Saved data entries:
++++++++

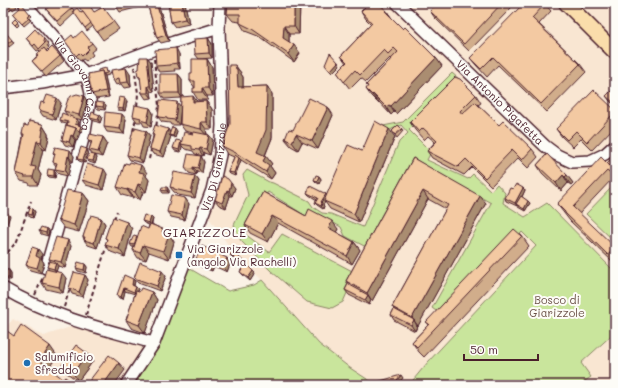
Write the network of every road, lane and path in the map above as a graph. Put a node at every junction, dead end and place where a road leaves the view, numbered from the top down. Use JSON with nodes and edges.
{"nodes":[{"id":1,"x":24,"y":3,"type":"edge"},
{"id":2,"x":220,"y":3,"type":"edge"},
{"id":3,"x":397,"y":3,"type":"edge"},
{"id":4,"x":566,"y":3,"type":"edge"},
{"id":5,"x":219,"y":28,"type":"junction"},
{"id":6,"x":152,"y":50,"type":"junction"},
{"id":7,"x":615,"y":52,"type":"edge"},
{"id":8,"x":132,"y":58,"type":"junction"},
{"id":9,"x":85,"y":75,"type":"junction"},
{"id":10,"x":3,"y":88,"type":"edge"},
{"id":11,"x":137,"y":109,"type":"edge"},
{"id":12,"x":136,"y":116,"type":"edge"},
{"id":13,"x":156,"y":130,"type":"edge"},
{"id":14,"x":132,"y":137,"type":"edge"},
{"id":15,"x":152,"y":144,"type":"edge"},
{"id":16,"x":615,"y":145,"type":"edge"},
{"id":17,"x":149,"y":159,"type":"dead end"},
{"id":18,"x":31,"y":201,"type":"dead end"},
{"id":19,"x":116,"y":211,"type":"dead end"},
{"id":20,"x":114,"y":219,"type":"edge"},
{"id":21,"x":108,"y":241,"type":"edge"},
{"id":22,"x":3,"y":258,"type":"edge"},
{"id":23,"x":46,"y":268,"type":"joint"},
{"id":24,"x":71,"y":286,"type":"edge"},
{"id":25,"x":3,"y":288,"type":"edge"},
{"id":26,"x":31,"y":303,"type":"junction"},
{"id":27,"x":61,"y":316,"type":"junction"},
{"id":28,"x":84,"y":324,"type":"junction"},
{"id":29,"x":154,"y":342,"type":"junction"},
{"id":30,"x":126,"y":385,"type":"edge"}],
"edges":[{"from":1,"to":9,"type":"street","name":"Via Giovanni Cesca"},
{"from":2,"to":5,"type":"street","name":"Via Di Giarizzole"},
{"from":3,"to":16,"type":"street","name":"Via Antonio Pigafetta"},
{"from":4,"to":7,"type":"main road"},
{"from":5,"to":6,"type":"street"},
{"from":5,"to":29,"type":"street","name":"Via Di Giarizzole"},
{"from":6,"to":8,"type":"street"},
{"from":6,"to":13,"type":"path"},
{"from":8,"to":9,"type":"street"},
{"from":8,"to":11,"type":"path"},
{"from":9,"to":10,"type":"street"},
{"from":9,"to":23,"type":"street","name":"Via Giovanni Cesca"},
{"from":12,"to":14,"type":"path"},
{"from":15,"to":17,"type":"path"},
{"from":18,"to":22,"type":"path"},
{"from":19,"to":20,"type":"path"},
{"from":21,"to":28,"type":"path"},
{"from":23,"to":26,"type":"path"},
{"from":24,"to":27,"type":"path"},
{"from":25,"to":26,"type":"street"},
{"from":26,"to":27,"type":"street"},
{"from":27,"to":28,"type":"street"},
{"from":28,"to":29,"type":"street"},
{"from":29,"to":30,"type":"street","name":"Via Di Giarizzole"}]}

++++++++

WHAT YOU ARE ASKED TO DO:
Verbatim copy without images: write the records above out in full.

EXERCISE ANSWER:
Write the network of every road, lane and path in the map above as a graph. Put a node at every junction, dead end and place where a road leaves the view, numbered from the top down. Use JSON with nodes and edges.
{"nodes":[{"id":1,"x":24,"y":3,"type":"edge"},
{"id":2,"x":220,"y":3,"type":"edge"},
{"id":3,"x":397,"y":3,"type":"edge"},
{"id":4,"x":566,"y":3,"type":"edge"},
{"id":5,"x":219,"y":28,"type":"junction"},
{"id":6,"x":152,"y":50,"type":"junction"},
{"id":7,"x":615,"y":52,"type":"edge"},
{"id":8,"x":132,"y":58,"type":"junction"},
{"id":9,"x":85,"y":75,"type":"junction"},
{"id":10,"x":3,"y":88,"type":"edge"},
{"id":11,"x":137,"y":109,"type":"edge"},
{"id":12,"x":136,"y":116,"type":"edge"},
{"id":13,"x":156,"y":130,"type":"edge"},
{"id":14,"x":132,"y":137,"type":"edge"},
{"id":15,"x":152,"y":144,"type":"edge"},
{"id":16,"x":615,"y":145,"type":"edge"},
{"id":17,"x":149,"y":159,"type":"dead end"},
{"id":18,"x":31,"y":201,"type":"dead end"},
{"id":19,"x":116,"y":211,"type":"dead end"},
{"id":20,"x":114,"y":219,"type":"edge"},
{"id":21,"x":108,"y":241,"type":"edge"},
{"id":22,"x":3,"y":258,"type":"edge"},
{"id":23,"x":46,"y":268,"type":"joint"},
{"id":24,"x":71,"y":286,"type":"edge"},
{"id":25,"x":3,"y":288,"type":"edge"},
{"id":26,"x":31,"y":303,"type":"junction"},
{"id":27,"x":61,"y":316,"type":"junction"},
{"id":28,"x":84,"y":324,"type":"junction"},
{"id":29,"x":154,"y":342,"type":"junction"},
{"id":30,"x":126,"y":385,"type":"edge"}],
"edges":[{"from":1,"to":9,"type":"street","name":"Via Giovanni Cesca"},
{"from":2,"to":5,"type":"street","name":"Via Di Giarizzole"},
{"from":3,"to":16,"type":"street","name":"Via Antonio Pigafetta"},
{"from":4,"to":7,"type":"main road"},
{"from":5,"to":6,"type":"street"},
{"from":5,"to":29,"type":"street","name":"Via Di Giarizzole"},
{"from":6,"to":8,"type":"street"},
{"from":6,"to":13,"type":"path"},
{"from":8,"to":9,"type":"street"},
{"from":8,"to":11,"type":"path"},
{"from":9,"to":10,"type":"street"},
{"from":9,"to":23,"type":"street","name":"Via Giovanni Cesca"},
{"from":12,"to":14,"type":"path"},
{"from":15,"to":17,"type":"path"},
{"from":18,"to":22,"type":"path"},
{"from":19,"to":20,"type":"path"},
{"from":21,"to":28,"type":"path"},
{"from":23,"to":26,"type":"path"},
{"from":24,"to":27,"type":"path"},
{"from":25,"to":26,"type":"street"},
{"from":26,"to":27,"type":"street"},
{"from":27,"to":28,"type":"street"},
{"from":28,"to":29,"type":"street"},
{"from":29,"to":30,"type":"street","name":"Via Di Giarizzole"}]}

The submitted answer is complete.